Show each line from the records below in which the word "Filho" occurs.

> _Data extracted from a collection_
□ □ □

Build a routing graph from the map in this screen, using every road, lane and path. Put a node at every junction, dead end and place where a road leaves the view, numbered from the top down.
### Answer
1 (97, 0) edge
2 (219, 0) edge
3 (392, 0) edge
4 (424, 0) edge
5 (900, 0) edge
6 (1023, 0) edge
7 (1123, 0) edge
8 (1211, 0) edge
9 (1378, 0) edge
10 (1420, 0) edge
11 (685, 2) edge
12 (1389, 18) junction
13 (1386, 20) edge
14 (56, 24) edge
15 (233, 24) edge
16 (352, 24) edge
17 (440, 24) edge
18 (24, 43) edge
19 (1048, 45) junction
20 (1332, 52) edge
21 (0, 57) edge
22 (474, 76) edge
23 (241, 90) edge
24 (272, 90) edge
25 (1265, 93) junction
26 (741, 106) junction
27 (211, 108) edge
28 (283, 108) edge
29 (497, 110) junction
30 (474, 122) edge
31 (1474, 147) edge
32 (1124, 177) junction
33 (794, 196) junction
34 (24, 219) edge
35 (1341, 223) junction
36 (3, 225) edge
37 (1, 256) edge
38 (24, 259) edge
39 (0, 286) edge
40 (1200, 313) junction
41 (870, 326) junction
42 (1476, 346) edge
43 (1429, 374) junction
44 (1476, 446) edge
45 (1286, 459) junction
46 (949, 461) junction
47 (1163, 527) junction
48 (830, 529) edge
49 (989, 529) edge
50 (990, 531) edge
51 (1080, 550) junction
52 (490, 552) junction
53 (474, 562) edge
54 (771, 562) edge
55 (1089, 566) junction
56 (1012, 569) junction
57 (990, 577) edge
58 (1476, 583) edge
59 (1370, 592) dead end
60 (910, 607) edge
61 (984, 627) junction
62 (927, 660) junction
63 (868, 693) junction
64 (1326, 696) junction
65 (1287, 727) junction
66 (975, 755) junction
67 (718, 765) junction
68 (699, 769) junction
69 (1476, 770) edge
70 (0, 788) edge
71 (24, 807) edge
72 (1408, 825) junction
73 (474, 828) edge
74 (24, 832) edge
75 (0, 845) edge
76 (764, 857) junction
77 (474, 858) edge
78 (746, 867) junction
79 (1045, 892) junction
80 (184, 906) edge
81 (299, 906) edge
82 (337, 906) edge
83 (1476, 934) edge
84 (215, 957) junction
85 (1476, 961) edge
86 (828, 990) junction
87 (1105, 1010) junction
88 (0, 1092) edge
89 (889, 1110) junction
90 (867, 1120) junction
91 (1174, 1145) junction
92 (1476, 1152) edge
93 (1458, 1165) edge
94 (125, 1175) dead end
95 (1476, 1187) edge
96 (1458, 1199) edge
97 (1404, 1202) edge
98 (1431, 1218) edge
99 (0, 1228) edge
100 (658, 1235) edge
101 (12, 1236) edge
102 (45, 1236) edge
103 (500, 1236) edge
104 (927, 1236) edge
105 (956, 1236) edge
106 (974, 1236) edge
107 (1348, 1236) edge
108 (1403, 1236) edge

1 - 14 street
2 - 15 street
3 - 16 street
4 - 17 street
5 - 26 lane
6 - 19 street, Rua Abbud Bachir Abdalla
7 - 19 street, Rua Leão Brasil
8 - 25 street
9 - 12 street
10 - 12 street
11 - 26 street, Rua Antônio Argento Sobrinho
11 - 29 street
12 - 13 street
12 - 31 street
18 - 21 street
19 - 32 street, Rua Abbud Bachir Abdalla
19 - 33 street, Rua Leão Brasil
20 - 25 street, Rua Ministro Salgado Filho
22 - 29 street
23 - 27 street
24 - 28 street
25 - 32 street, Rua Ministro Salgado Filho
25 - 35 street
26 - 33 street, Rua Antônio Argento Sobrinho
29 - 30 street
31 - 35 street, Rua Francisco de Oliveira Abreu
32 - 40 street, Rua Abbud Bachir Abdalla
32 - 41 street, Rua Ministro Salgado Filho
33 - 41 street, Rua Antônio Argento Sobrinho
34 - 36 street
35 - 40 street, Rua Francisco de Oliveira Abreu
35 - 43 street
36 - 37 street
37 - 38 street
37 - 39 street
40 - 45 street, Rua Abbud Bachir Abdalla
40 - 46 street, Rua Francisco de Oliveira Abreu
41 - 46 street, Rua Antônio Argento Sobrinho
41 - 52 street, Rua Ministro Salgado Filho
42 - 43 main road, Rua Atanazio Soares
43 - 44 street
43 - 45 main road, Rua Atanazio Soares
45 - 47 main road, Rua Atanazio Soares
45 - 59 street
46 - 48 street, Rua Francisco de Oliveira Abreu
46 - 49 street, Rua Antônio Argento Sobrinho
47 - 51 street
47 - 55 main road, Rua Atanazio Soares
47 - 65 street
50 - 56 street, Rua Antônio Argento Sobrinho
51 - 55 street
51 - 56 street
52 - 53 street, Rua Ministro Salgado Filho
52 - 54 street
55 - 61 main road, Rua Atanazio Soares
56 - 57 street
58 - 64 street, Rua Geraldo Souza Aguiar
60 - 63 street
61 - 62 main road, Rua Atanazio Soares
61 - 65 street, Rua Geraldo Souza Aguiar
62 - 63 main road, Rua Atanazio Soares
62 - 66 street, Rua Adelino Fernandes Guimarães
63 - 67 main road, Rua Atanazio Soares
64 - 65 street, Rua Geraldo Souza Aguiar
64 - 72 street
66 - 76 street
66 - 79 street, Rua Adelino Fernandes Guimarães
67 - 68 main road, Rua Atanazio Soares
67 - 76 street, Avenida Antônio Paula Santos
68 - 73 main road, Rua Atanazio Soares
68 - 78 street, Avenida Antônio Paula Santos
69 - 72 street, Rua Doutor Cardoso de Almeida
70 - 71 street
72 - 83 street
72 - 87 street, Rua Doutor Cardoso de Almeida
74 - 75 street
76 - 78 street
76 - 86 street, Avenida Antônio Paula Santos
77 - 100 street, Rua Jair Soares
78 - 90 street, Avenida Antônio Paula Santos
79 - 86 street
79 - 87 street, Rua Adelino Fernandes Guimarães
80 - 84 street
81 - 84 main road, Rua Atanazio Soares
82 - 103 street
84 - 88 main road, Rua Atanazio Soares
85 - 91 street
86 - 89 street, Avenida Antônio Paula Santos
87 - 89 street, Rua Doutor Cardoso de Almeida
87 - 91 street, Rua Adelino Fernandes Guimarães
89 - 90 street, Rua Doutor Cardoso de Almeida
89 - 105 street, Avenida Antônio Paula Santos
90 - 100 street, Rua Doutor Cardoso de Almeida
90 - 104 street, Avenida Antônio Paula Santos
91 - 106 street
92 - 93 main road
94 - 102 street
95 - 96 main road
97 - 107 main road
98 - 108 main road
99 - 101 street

□ □ □

> _Response_
20 - 25 street, Rua Ministro Salgado Filho
25 - 32 street, Rua Ministro Salgado Filho
32 - 41 street, Rua Ministro Salgado Filho
41 - 52 street, Rua Ministro Salgado Filho
52 - 53 street, Rua Ministro Salgado Filho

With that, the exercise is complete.